*** Opening SUPPLIED MATERIAL ***

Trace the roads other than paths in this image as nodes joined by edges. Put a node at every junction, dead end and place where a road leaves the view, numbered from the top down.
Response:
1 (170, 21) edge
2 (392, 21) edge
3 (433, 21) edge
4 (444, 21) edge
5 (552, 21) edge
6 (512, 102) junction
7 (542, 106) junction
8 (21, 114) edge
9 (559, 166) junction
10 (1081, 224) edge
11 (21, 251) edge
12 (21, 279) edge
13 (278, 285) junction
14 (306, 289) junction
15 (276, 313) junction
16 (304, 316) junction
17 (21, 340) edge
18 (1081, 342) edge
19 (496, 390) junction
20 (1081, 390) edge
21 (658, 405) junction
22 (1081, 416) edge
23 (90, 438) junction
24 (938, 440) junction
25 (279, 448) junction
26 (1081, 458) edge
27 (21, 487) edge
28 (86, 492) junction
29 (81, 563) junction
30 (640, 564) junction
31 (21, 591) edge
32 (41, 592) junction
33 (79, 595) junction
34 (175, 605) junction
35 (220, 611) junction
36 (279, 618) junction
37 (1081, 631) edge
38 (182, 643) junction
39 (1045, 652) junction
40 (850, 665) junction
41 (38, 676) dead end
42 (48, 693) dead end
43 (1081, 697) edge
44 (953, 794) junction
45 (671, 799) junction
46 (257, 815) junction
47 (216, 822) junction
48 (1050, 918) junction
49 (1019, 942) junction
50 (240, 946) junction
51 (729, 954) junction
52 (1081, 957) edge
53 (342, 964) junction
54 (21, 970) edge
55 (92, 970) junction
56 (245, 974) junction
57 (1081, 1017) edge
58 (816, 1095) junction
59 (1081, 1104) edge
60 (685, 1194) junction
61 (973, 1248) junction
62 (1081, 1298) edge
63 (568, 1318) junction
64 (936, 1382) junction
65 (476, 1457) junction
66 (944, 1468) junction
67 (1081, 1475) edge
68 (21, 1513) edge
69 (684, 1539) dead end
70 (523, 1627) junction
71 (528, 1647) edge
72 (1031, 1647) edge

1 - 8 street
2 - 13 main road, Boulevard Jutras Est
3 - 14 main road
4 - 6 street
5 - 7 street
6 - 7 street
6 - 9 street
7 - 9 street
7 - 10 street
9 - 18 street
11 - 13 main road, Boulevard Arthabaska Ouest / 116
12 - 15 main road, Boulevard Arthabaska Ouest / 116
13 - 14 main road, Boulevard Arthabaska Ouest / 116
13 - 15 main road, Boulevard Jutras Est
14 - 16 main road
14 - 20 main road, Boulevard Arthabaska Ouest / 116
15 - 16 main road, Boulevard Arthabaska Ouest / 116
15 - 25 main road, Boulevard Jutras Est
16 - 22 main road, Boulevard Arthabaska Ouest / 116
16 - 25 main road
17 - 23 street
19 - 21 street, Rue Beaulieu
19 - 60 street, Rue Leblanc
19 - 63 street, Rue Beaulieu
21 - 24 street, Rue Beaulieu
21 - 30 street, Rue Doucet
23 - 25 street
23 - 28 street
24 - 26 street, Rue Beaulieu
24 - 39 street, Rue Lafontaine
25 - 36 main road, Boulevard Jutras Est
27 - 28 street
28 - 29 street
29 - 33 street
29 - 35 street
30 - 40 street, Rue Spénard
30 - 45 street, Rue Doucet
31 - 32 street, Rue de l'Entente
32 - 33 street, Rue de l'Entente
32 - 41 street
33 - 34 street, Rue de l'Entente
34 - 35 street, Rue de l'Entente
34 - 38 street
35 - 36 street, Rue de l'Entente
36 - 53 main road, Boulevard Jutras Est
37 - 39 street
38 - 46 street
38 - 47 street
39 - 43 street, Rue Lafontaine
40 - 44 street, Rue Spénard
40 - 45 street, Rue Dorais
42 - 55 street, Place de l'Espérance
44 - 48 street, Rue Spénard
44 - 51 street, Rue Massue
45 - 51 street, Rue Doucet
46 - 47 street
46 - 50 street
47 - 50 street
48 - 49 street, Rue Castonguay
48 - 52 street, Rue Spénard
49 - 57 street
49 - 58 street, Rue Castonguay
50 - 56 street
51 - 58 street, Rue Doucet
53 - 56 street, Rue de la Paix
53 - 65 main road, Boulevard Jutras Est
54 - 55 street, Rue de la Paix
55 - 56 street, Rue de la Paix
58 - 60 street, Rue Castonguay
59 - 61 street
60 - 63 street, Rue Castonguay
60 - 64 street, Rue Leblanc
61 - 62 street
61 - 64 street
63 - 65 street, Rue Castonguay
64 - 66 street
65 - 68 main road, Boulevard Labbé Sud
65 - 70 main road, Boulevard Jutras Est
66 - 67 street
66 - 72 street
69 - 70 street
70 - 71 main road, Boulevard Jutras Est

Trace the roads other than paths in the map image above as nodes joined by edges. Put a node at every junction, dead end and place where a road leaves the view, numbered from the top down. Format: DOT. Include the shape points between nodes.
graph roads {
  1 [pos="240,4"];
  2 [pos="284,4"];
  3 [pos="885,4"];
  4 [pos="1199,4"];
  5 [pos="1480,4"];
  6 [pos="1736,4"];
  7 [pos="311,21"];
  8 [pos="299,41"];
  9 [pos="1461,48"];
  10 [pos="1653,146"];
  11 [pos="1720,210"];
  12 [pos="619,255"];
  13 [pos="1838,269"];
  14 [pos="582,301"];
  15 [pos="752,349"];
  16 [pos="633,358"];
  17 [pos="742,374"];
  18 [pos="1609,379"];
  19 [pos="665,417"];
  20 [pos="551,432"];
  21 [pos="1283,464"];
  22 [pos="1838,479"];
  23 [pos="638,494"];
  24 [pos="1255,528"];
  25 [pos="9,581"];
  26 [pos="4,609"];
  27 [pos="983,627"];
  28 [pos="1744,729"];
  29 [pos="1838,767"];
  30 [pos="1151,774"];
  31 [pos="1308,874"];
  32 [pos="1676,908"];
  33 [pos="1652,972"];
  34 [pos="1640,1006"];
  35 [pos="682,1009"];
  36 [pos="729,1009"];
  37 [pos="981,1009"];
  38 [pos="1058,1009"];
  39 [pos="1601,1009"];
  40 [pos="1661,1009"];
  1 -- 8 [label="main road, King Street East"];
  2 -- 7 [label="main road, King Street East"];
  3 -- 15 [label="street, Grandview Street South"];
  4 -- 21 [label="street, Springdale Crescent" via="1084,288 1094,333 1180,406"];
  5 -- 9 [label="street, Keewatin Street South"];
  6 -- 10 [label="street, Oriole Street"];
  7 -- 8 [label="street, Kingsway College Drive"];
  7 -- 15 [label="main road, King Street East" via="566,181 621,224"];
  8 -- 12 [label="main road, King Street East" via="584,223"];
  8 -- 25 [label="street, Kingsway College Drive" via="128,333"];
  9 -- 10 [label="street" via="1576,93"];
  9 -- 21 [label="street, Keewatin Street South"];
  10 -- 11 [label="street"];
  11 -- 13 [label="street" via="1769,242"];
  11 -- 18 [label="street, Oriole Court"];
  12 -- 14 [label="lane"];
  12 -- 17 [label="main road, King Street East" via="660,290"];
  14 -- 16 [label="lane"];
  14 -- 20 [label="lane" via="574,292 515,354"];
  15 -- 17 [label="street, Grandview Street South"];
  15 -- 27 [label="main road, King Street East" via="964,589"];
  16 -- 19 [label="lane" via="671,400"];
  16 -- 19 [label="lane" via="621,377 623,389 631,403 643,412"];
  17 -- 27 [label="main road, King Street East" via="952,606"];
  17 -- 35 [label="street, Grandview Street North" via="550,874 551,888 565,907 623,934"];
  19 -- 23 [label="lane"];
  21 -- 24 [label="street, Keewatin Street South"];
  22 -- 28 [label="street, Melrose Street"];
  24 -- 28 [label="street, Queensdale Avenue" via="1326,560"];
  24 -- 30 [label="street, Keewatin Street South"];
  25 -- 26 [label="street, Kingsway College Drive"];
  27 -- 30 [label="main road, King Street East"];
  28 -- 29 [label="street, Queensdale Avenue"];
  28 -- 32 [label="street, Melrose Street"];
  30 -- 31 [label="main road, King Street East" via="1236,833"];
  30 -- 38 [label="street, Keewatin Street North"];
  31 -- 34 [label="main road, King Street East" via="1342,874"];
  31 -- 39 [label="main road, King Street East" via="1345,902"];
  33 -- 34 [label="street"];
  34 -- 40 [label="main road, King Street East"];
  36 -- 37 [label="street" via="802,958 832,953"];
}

*** Closing SUPPLIED MATERIAL ***

# TASK PROMPT:
Show every line in the entries above that contains the string "than".

# SOLUTION FOR THIS TASK:
Trace the roads other than paths in this image as nodes joined by edges. Put a node at every junction, dead end and place where a road leaves the view, numbered from the top down.
Trace the roads other than paths in the map image above as nodes joined by edges. Put a node at every junction, dead end and place where a road leaves the view, numbered from the top down. Format: DOT. Include the shape points between nodes.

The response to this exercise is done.